● **SUPPLIED DATA**
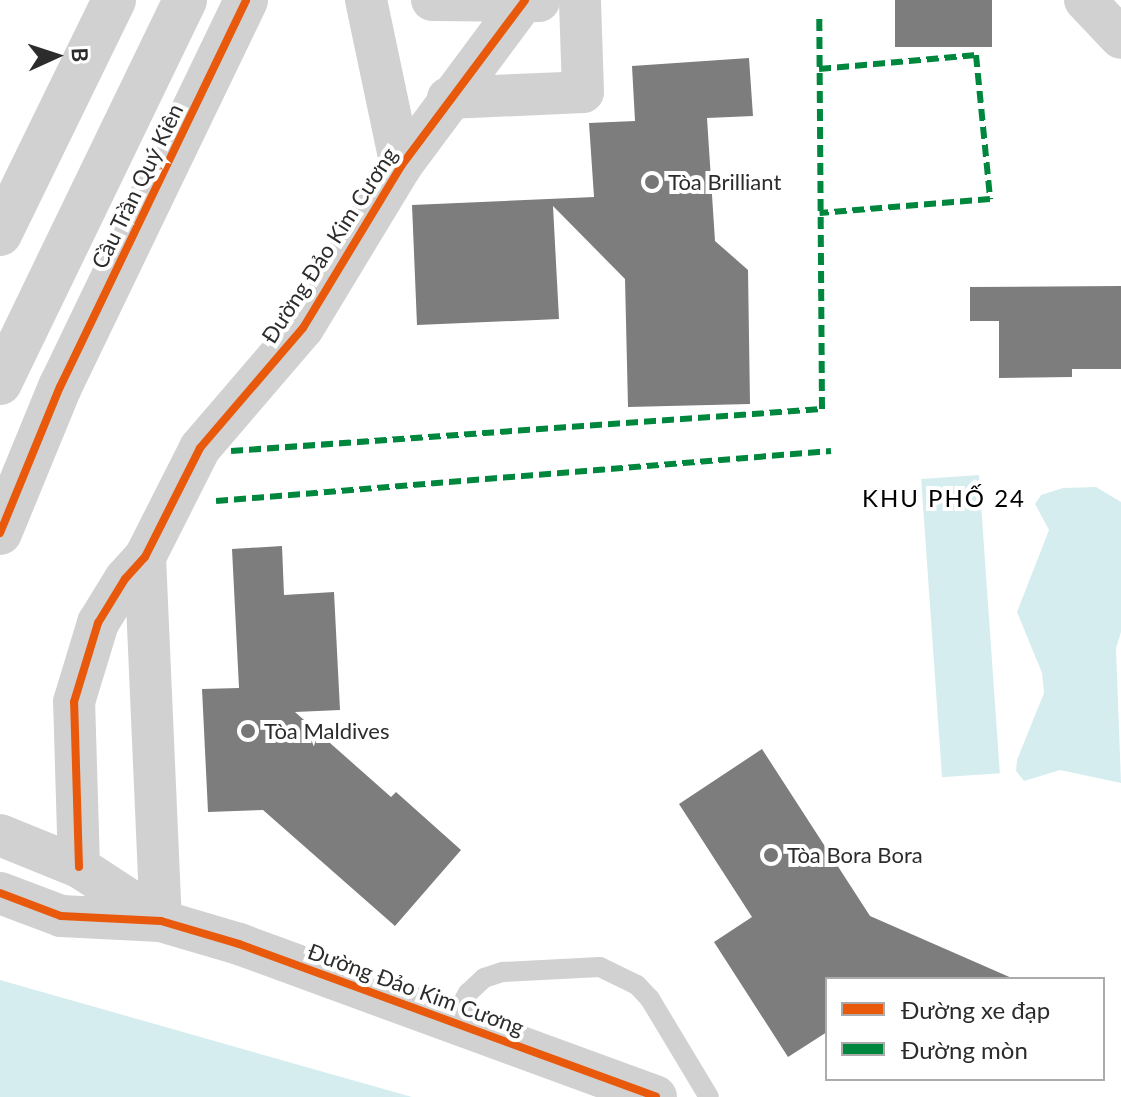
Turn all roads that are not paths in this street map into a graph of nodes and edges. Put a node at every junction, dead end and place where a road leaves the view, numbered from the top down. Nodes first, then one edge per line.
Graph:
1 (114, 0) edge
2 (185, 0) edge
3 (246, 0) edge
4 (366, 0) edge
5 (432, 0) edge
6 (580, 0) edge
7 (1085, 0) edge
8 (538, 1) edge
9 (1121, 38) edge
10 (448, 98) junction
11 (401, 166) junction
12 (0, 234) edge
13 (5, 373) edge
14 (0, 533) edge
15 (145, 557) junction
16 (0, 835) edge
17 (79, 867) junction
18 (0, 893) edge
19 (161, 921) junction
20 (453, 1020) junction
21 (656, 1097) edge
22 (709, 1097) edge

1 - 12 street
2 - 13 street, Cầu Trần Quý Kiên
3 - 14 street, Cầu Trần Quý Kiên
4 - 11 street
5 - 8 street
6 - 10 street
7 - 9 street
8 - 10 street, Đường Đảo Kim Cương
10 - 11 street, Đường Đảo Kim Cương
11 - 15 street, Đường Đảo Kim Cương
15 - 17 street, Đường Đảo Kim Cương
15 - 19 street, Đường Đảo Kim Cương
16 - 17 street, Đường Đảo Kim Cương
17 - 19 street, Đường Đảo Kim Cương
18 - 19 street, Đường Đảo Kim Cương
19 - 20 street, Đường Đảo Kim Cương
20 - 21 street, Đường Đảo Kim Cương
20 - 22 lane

● **ABOUT THIS TASK**
Write the records out in full, word for word; leave every picture behind.

● **RESPONSE BOX**
Turn all roads that are not paths in this street map into a graph of nodes and edges. Put a node at every junction, dead end and place where a road leaves the view, numbered from the top down. Nodes first, then one edge per line.
Graph:
1 (114, 0) edge
2 (185, 0) edge
3 (246, 0) edge
4 (366, 0) edge
5 (432, 0) edge
6 (580, 0) edge
7 (1085, 0) edge
8 (538, 1) edge
9 (1121, 38) edge
10 (448, 98) junction
11 (401, 166) junction
12 (0, 234) edge
13 (5, 373) edge
14 (0, 533) edge
15 (145, 557) junction
16 (0, 835) edge
17 (79, 867) junction
18 (0, 893) edge
19 (161, 921) junction
20 (453, 1020) junction
21 (656, 1097) edge
22 (709, 1097) edge

1 - 12 street
2 - 13 street, Cầu Trần Quý Kiên
3 - 14 street, Cầu Trần Quý Kiên
4 - 11 street
5 - 8 street
6 - 10 street
7 - 9 street
8 - 10 street, Đường Đảo Kim Cương
10 - 11 street, Đường Đảo Kim Cương
11 - 15 street, Đường Đảo Kim Cương
15 - 17 street, Đường Đảo Kim Cương
15 - 19 street, Đường Đảo Kim Cương
16 - 17 street, Đường Đảo Kim Cương
17 - 19 street, Đường Đảo Kim Cương
18 - 19 street, Đường Đảo Kim Cương
19 - 20 street, Đường Đảo Kim Cương
20 - 21 street, Đường Đảo Kim Cương
20 - 22 lane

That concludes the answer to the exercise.